(Provided records Opens)
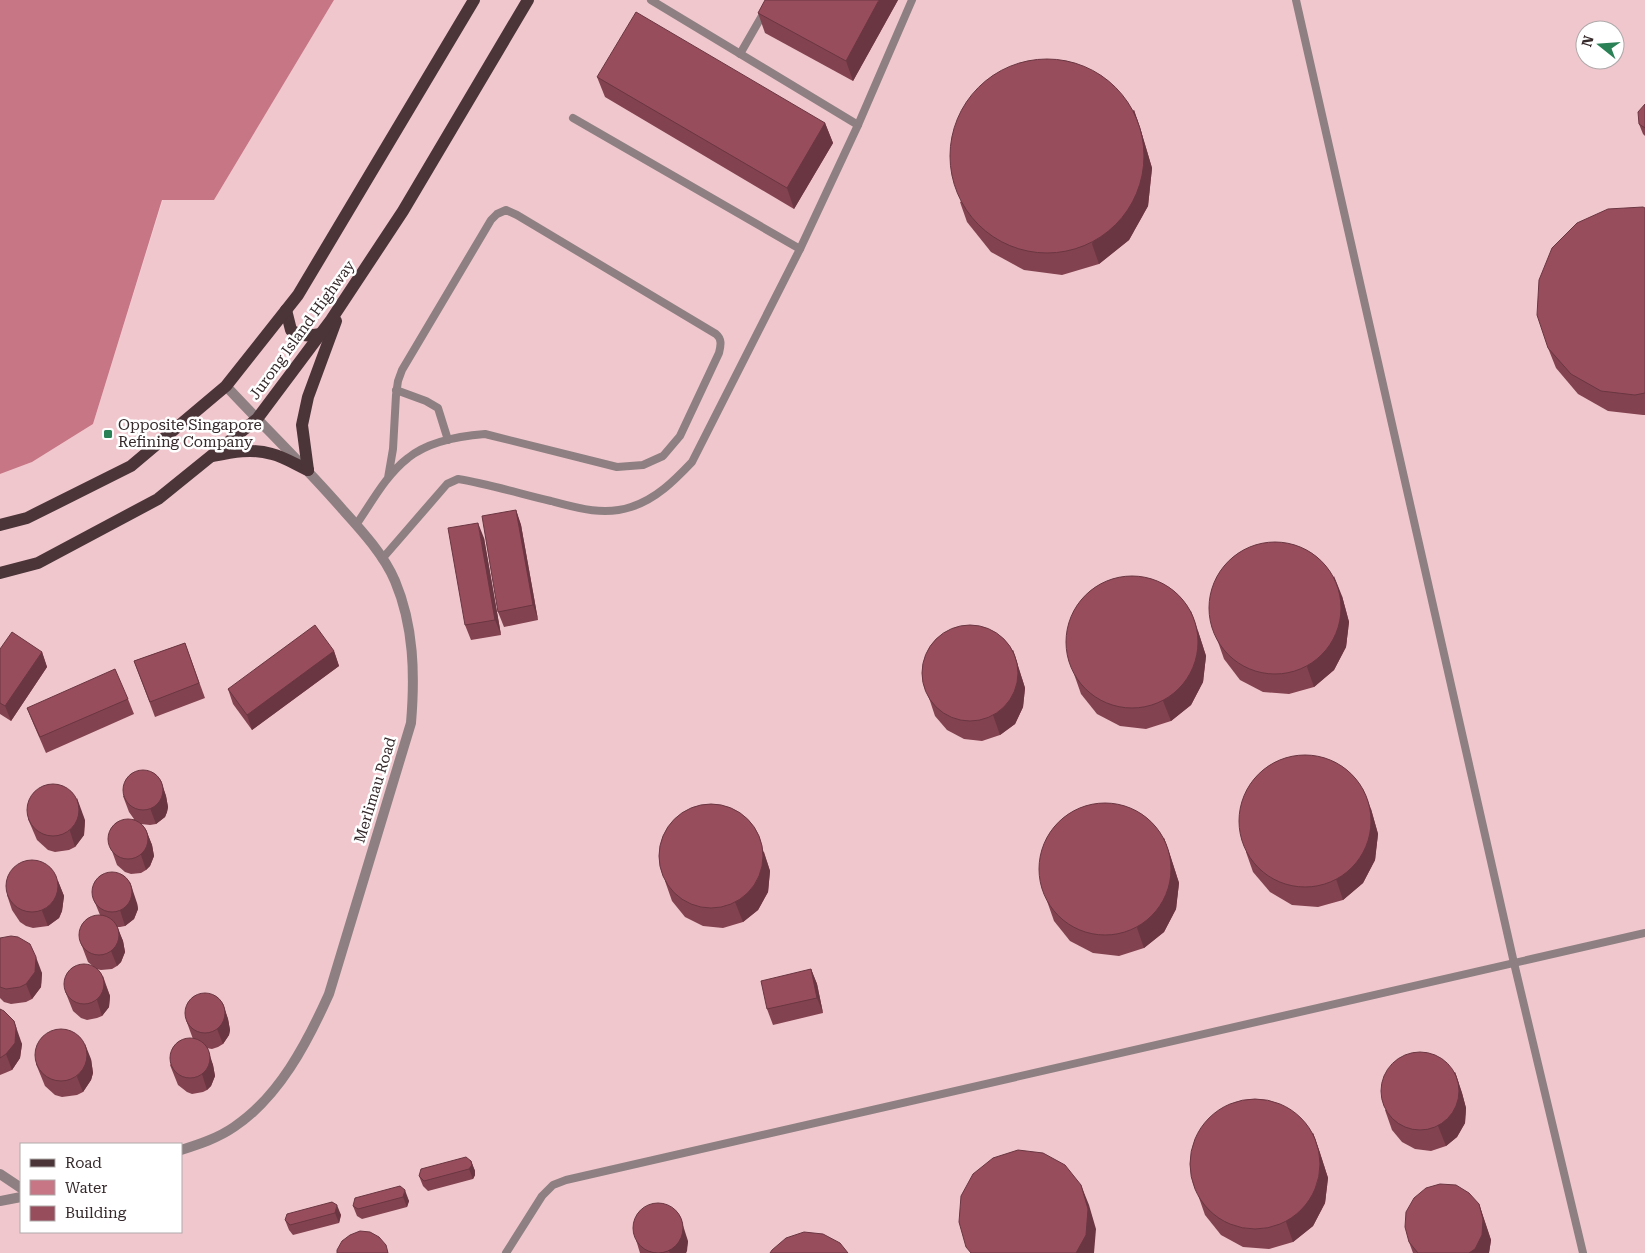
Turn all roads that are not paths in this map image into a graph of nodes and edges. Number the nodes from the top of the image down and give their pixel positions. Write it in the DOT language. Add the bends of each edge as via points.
graph roads {
  1 [pos="474,0"];
  2 [pos="528,0"];
  3 [pos="652,0"];
  4 [pos="770,0"];
  5 [pos="912,0"];
  6 [pos="1296,0"];
  7 [pos="740,54"];
  8 [pos="573,118"];
  9 [pos="858,125"];
  10 [pos="800,249"];
  11 [pos="343,304"];
  12 [pos="286,310"];
  13 [pos="321,334"];
  14 [pos="226,386"];
  15 [pos="396,390"];
  16 [pos="257,419"];
  17 [pos="448,440"];
  18 [pos="209,457"];
  19 [pos="308,470"];
  20 [pos="388,478"];
  21 [pos="0,525"];
  22 [pos="356,525"];
  23 [pos="382,559"];
  24 [pos="0,573"];
  25 [pos="1645,933"];
  26 [pos="1514,964"];
  27 [pos="182,1150"];
  28 [pos="0,1174"];
  29 [pos="20,1187"];
  30 [pos="20,1197"];
  31 [pos="0,1201"];
  32 [pos="506,1253"];
  33 [pos="1583,1253"];
  1 -- 12 [label="main road, Jurong Island Highway" via="355,202"];
  2 -- 11 [label="main road, Jurong Island Highway" via="403,211"];
  3 -- 7 [label="lane"];
  4 -- 7 [label="lane"];
  5 -- 9 [label="lane"];
  6 -- 26 [label="lane"];
  7 -- 9 [label="lane"];
  8 -- 10 [label="lane"];
  9 -- 10 [label="lane"];
  10 -- 23 [label="lane" via="692,462 657,495 630,508 607,512 458,479 447,484"];
  11 -- 13 [label="main road, Jurong Island Highway"];
  11 -- 19 [label="main road" via="308,397 302,425"];
  12 -- 13 [label="main road" via="291,330 306,337"];
  12 -- 14 [label="main road, Jurong Island Highway"];
  13 -- 16 [label="main road, Jurong Island Highway"];
  14 -- 16 [label="street, Merlimau Road"];
  14 -- 21 [label="main road, Jurong Island Highway" via="131,466 27,518"];
  15 -- 17 [label="lane" via="426,400 438,408"];
  15 -- 17 [label="lane" via="402,370 491,220 506,210 720,339 719,353 680,436 663,456 643,465 616,467 485,434"];
  15 -- 20 [label="lane"];
  16 -- 18 [label="main road, Jurong Island Highway"];
  16 -- 19 [label="street, Merlimau Road"];
  17 -- 20 [label="lane" via="408,457"];
  18 -- 19 [label="main road" via="251,451 273,454"];
  18 -- 24 [label="main road, Jurong Island Highway" via="158,499 38,563"];
  19 -- 22 [label="street, Merlimau Road"];
  20 -- 22 [label="lane"];
  22 -- 23 [label="street, Merlimau Road"];
  23 -- 27 [label="street, Merlimau Road" via="402,601 412,646 414,685 411,723 329,994 290,1067 251,1115 212,1140"];
  25 -- 26 [label="lane"];
  26 -- 32 [label="lane" via="566,1180 553,1184 542,1196"];
  26 -- 33 [label="lane"];
  28 -- 29 [label="street"];
  30 -- 31 [label="street"];
}
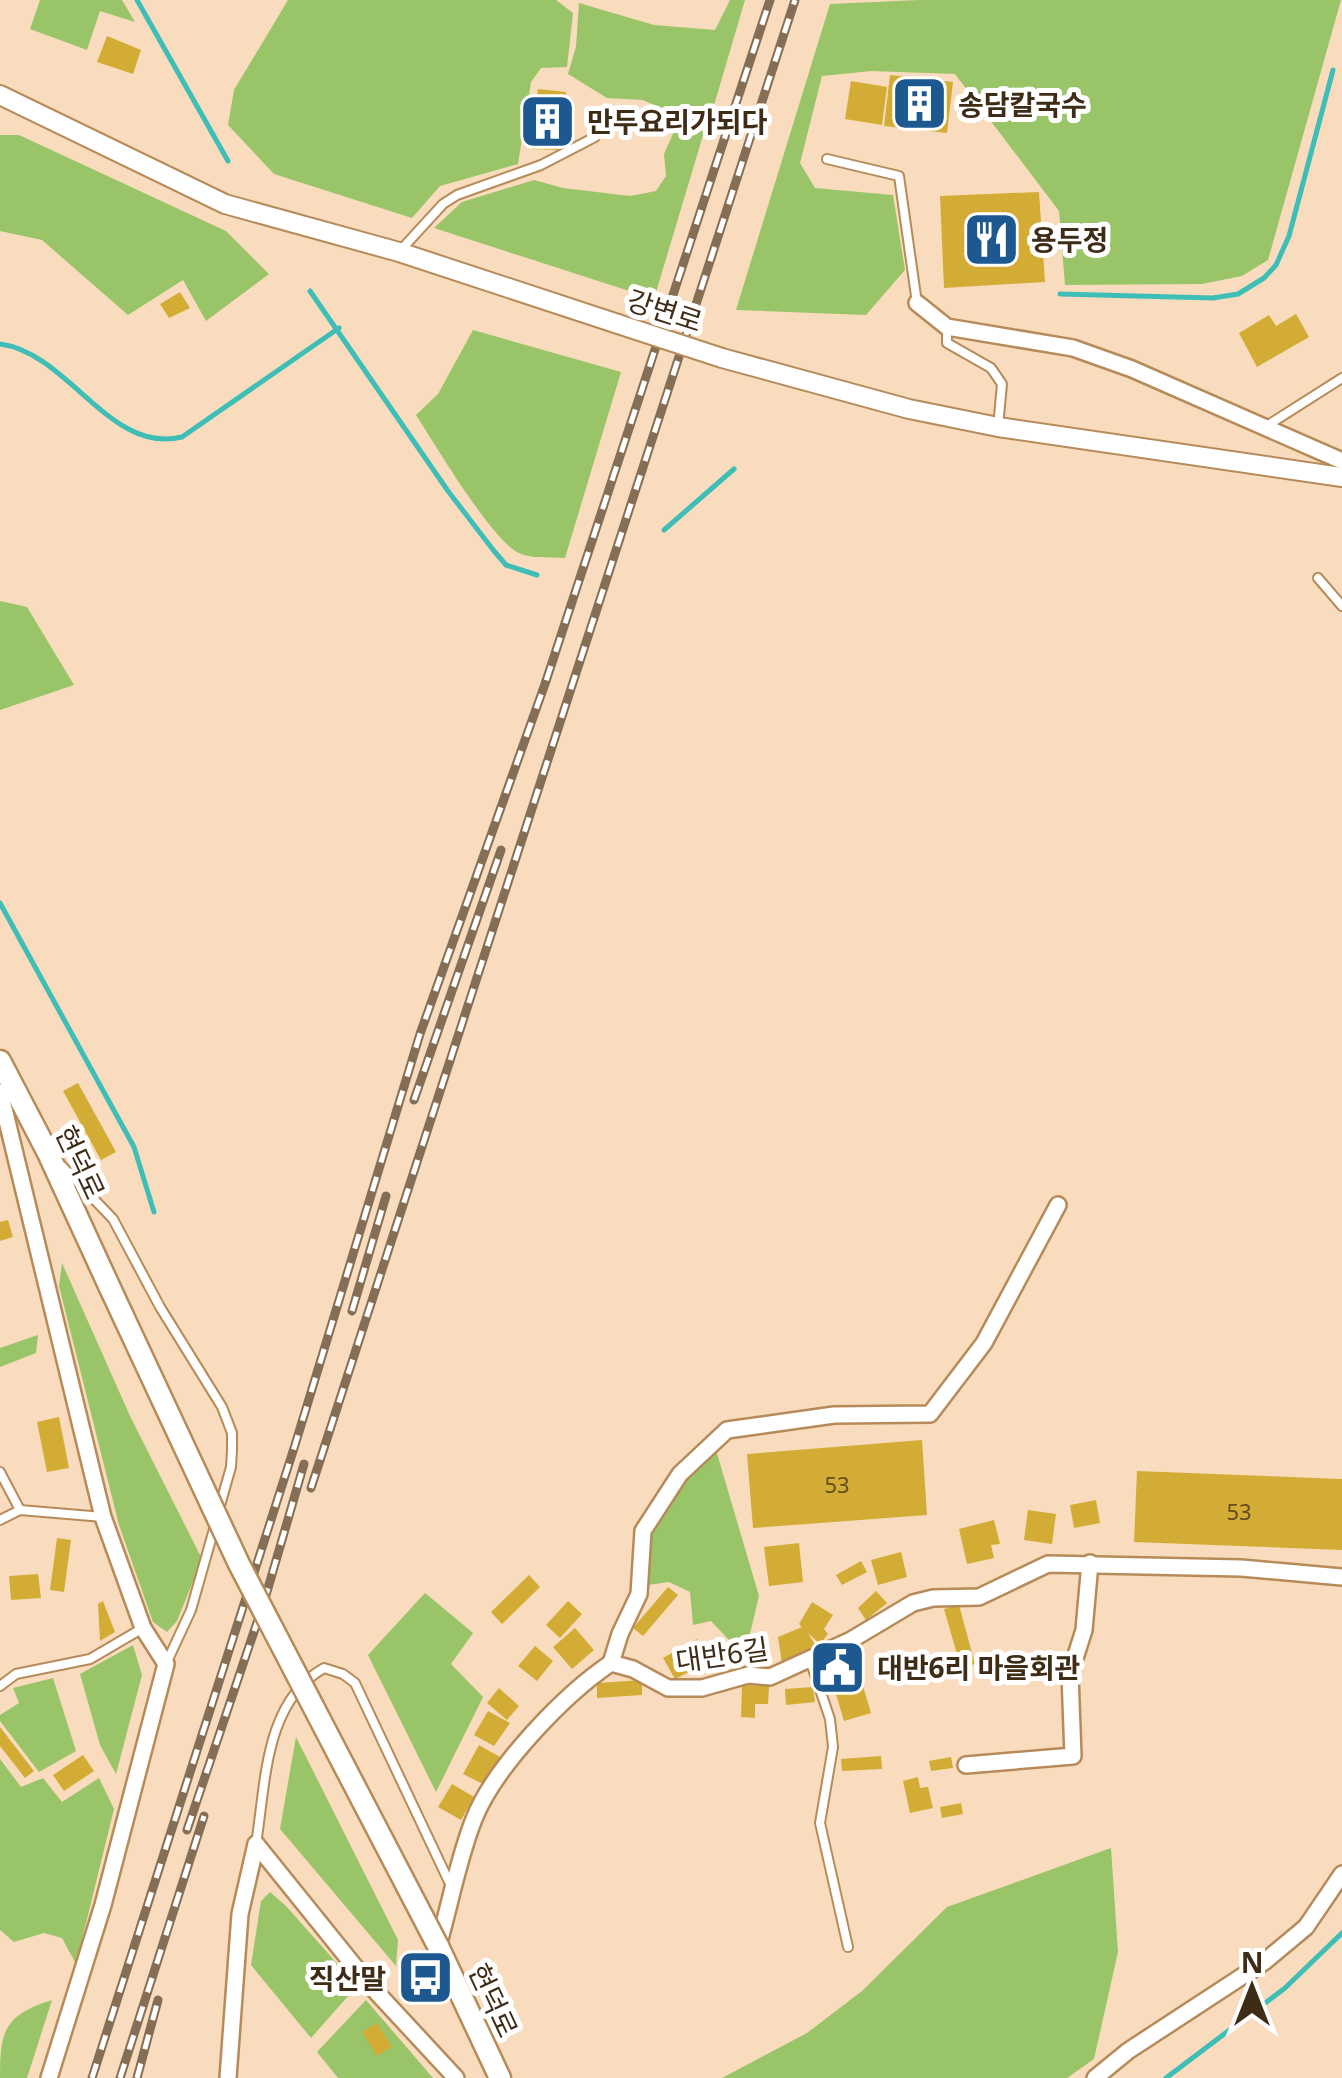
(Provided records Closes)
## What you should do
Find the count of lines in the data above where the word "roads" occurs, and write down only that count.

## Response to this exercise
2